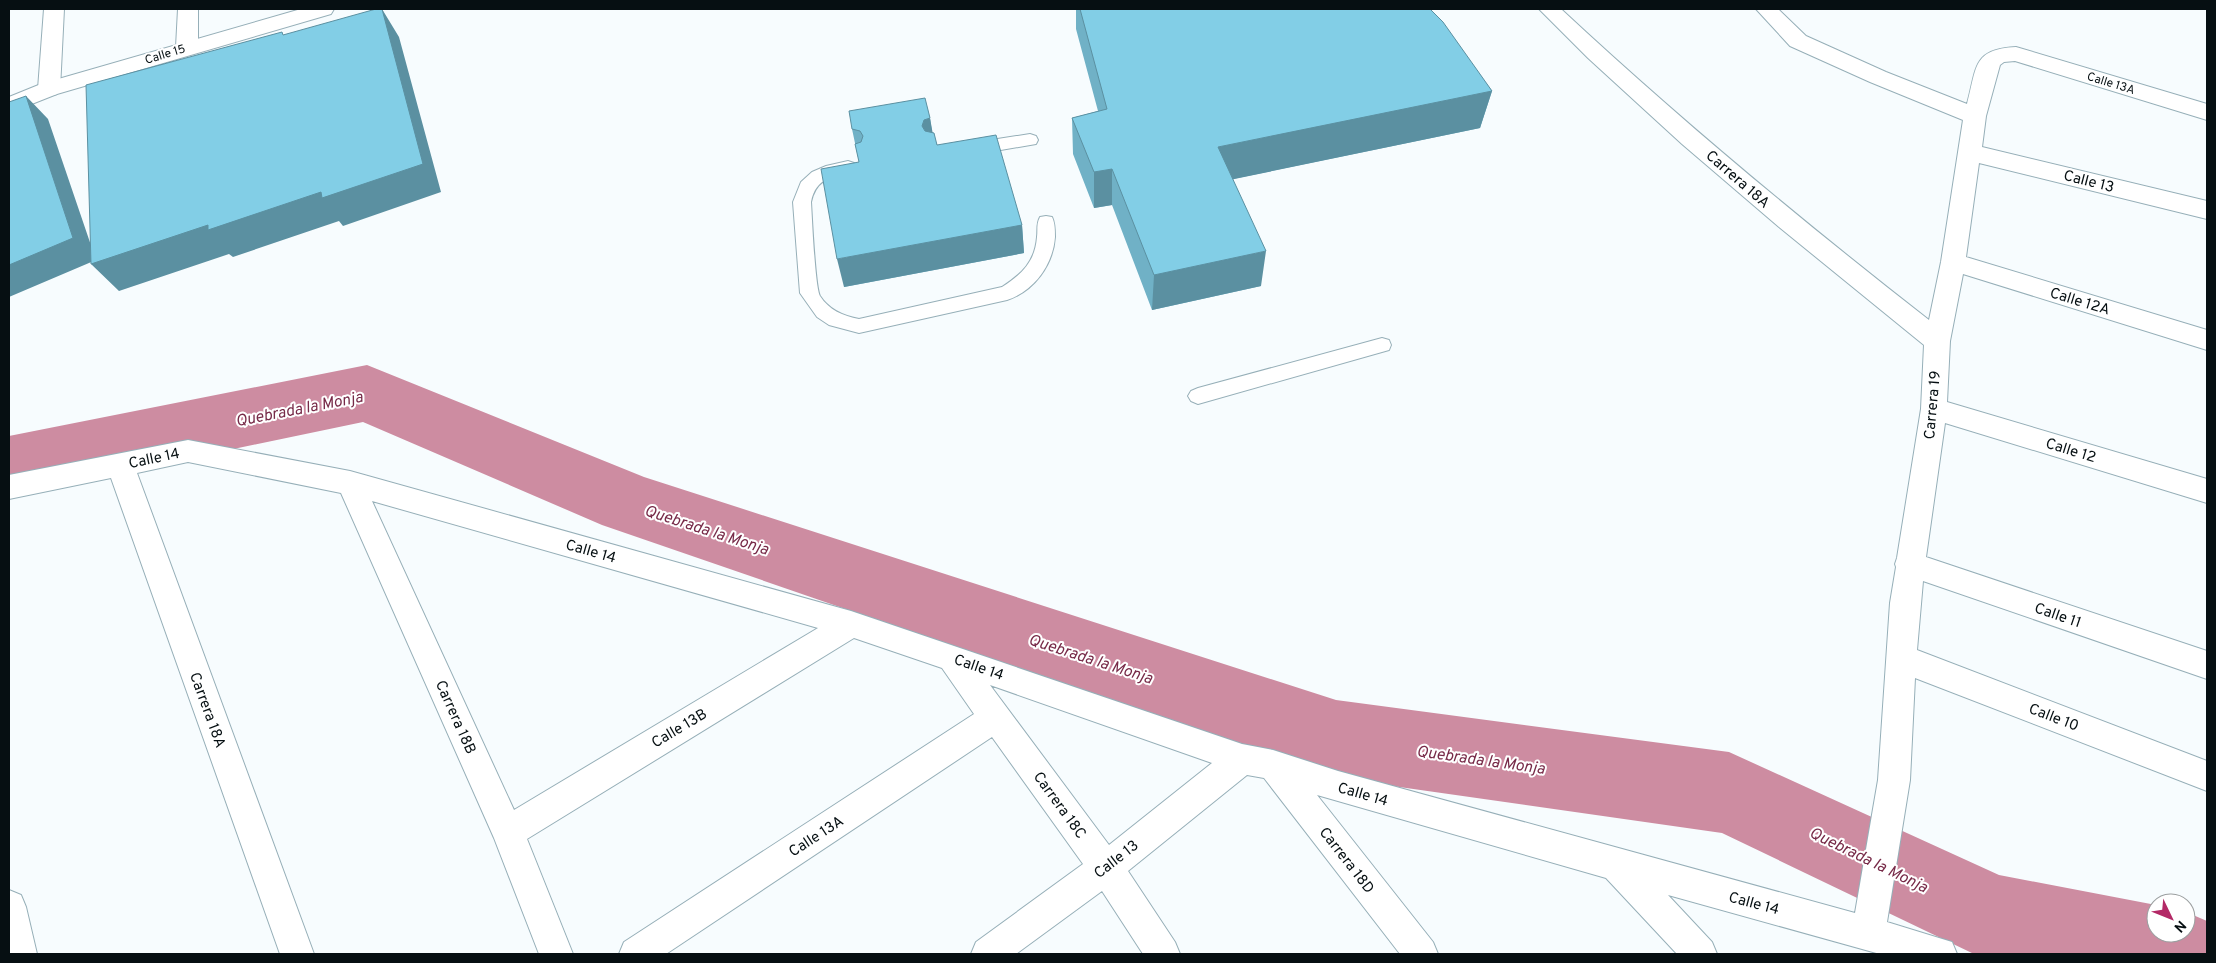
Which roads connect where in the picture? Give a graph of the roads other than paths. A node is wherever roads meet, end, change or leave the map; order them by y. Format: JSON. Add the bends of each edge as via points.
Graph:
{"nodes":[{"id":1,"x":54,"y":9,"type":"edge"},
{"id":2,"x":188,"y":9,"type":"edge"},
{"id":3,"x":324,"y":9,"type":"edge"},
{"id":4,"x":1549,"y":9,"type":"edge"},
{"id":5,"x":1766,"y":9,"type":"edge"},
{"id":6,"x":187,"y":48,"type":"junction"},
{"id":7,"x":2016,"y":54,"type":"joint"},
{"id":8,"x":49,"y":89,"type":"junction"},
{"id":9,"x":9,"y":105,"type":"edge"},
{"id":10,"x":2207,"y":112,"type":"edge"},
{"id":11,"x":1975,"y":116,"type":"junction"},
{"id":12,"x":1030,"y":140,"type":"dead end"},
{"id":13,"x":955,"y":151,"type":"edge"},
{"id":14,"x":1970,"y":153,"type":"junction"},
{"id":15,"x":860,"y":166,"type":"edge"},
{"id":16,"x":2207,"y":210,"type":"edge"},
{"id":17,"x":1046,"y":222,"type":"dead end"},
{"id":18,"x":1953,"y":262,"type":"junction"},
{"id":19,"x":2207,"y":340,"type":"edge"},
{"id":20,"x":1937,"y":341,"type":"junction"},
{"id":21,"x":1382,"y":345,"type":"dead end"},
{"id":22,"x":1198,"y":396,"type":"dead end"},
{"id":23,"x":1934,"y":409,"type":"junction"},
{"id":24,"x":120,"y":465,"type":"junction"},
{"id":25,"x":350,"y":483,"type":"junction"},
{"id":26,"x":9,"y":487,"type":"edge"},
{"id":27,"x":2207,"y":491,"type":"edge"},
{"id":28,"x":1909,"y":564,"type":"junction"},
{"id":29,"x":851,"y":624,"type":"junction"},
{"id":30,"x":952,"y":658,"type":"junction"},
{"id":31,"x":1901,"y":658,"type":"junction"},
{"id":32,"x":2207,"y":665,"type":"edge"},
{"id":33,"x":996,"y":717,"type":"junction"},
{"id":34,"x":1257,"y":762,"type":"junction"},
{"id":35,"x":2207,"y":776,"type":"edge"},
{"id":36,"x":508,"y":832,"type":"junction"},
{"id":37,"x":1617,"y":865,"type":"junction"},
{"id":38,"x":1106,"y":868,"type":"junction"},
{"id":39,"x":9,"y":907,"type":"edge"},
{"id":40,"x":1868,"y":934,"type":"junction"},
{"id":41,"x":20,"y":954,"type":"edge"},
{"id":42,"x":296,"y":954,"type":"edge"},
{"id":43,"x":556,"y":954,"type":"edge"},
{"id":44,"x":636,"y":954,"type":"edge"},
{"id":45,"x":988,"y":954,"type":"edge"},
{"id":46,"x":1163,"y":954,"type":"edge"},
{"id":47,"x":1421,"y":954,"type":"edge"},
{"id":48,"x":1700,"y":954,"type":"edge"},
{"id":49,"x":1940,"y":954,"type":"edge"}],
"edges":[{"from":1,"to":8,"type":"street"},
{"from":2,"to":6,"type":"street"},
{"from":3,"to":6,"type":"street","name":"Calle 15"},
{"from":4,"to":20,"type":"street","name":"Carrera 18A","via":[[1607,65],[1790,224]]},
{"from":5,"to":11,"type":"street","via":[[1798,41]]},
{"from":6,"to":8,"type":"street","name":"Calle 15"},
{"from":7,"to":10,"type":"street","name":"Calle 13A"},
{"from":7,"to":11,"type":"street","name":"Carrera 19","via":[[1999,55],[1990,62]]},
{"from":8,"to":9,"type":"street","name":"Calle 15"},
{"from":11,"to":14,"type":"street","name":"Carrera 19"},
{"from":12,"to":13,"type":"lane"},
{"from":14,"to":16,"type":"street","name":"Calle 13"},
{"from":14,"to":18,"type":"street","name":"Carrera 19"},
{"from":15,"to":17,"type":"lane","via":[[819,175],[803,192],[809,293],[826,316],[841,323],[859,326],[1007,293],[1040,265],[1047,248]]},
{"from":18,"to":19,"type":"street","name":"Calle 12A"},
{"from":18,"to":20,"type":"street","name":"Carrera 19"},
{"from":20,"to":23,"type":"street","name":"Carrera 19"},
{"from":21,"to":22,"type":"lane"},
{"from":23,"to":27,"type":"street","name":"Calle 12"},
{"from":23,"to":28,"type":"street","name":"Carrera 19"},
{"from":24,"to":25,"type":"street","name":"Calle 14","via":[[188,451]]},
{"from":24,"to":26,"type":"street","name":"Calle 14"},
{"from":24,"to":42,"type":"street","name":"Carrera 18A"},
{"from":25,"to":29,"type":"street","name":"Calle 14"},
{"from":25,"to":36,"type":"street","name":"Carrera 18B"},
{"from":28,"to":31,"type":"street","name":"Carrera 19"},
{"from":28,"to":32,"type":"street","name":"Calle 11"},
{"from":29,"to":30,"type":"street","name":"Calle 14"},
{"from":29,"to":36,"type":"street","name":"Calle 13B"},
{"from":30,"to":33,"type":"street","name":"Carrera 18C"},
{"from":30,"to":34,"type":"street","name":"Calle 14"},
{"from":31,"to":35,"type":"street","name":"Calle 10"},
{"from":31,"to":40,"type":"street","name":"Carrera 19","via":[[1894,780]]},
{"from":33,"to":38,"type":"street","name":"Carrera 18C"},
{"from":33,"to":44,"type":"street","name":"Calle 13A"},
{"from":34,"to":37,"type":"street","name":"Calle 14"},
{"from":34,"to":38,"type":"street","name":"Calle 13"},
{"from":34,"to":47,"type":"street","name":"Carrera 18D"},
{"from":36,"to":43,"type":"street","name":"Carrera 18B"},
{"from":37,"to":40,"type":"street","name":"Calle 14"},
{"from":37,"to":48,"type":"street"},
{"from":38,"to":45,"type":"street","name":"Calle 13"},
{"from":38,"to":46,"type":"street","name":"Carrera 18C"},
{"from":39,"to":41,"type":"street"},
{"from":40,"to":49,"type":"street","name":"Calle 14"}]}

------------------------

[What to do]: List each line of the entries that holds the string "lane".

[Output for this task]:
{"from":12,"to":13,"type":"lane"},
{"from":15,"to":17,"type":"lane","via":[[819,175],[803,192],[809,293],[826,316],[841,323],[859,326],[1007,293],[1040,265],[1047,248]]},
{"from":21,"to":22,"type":"lane"},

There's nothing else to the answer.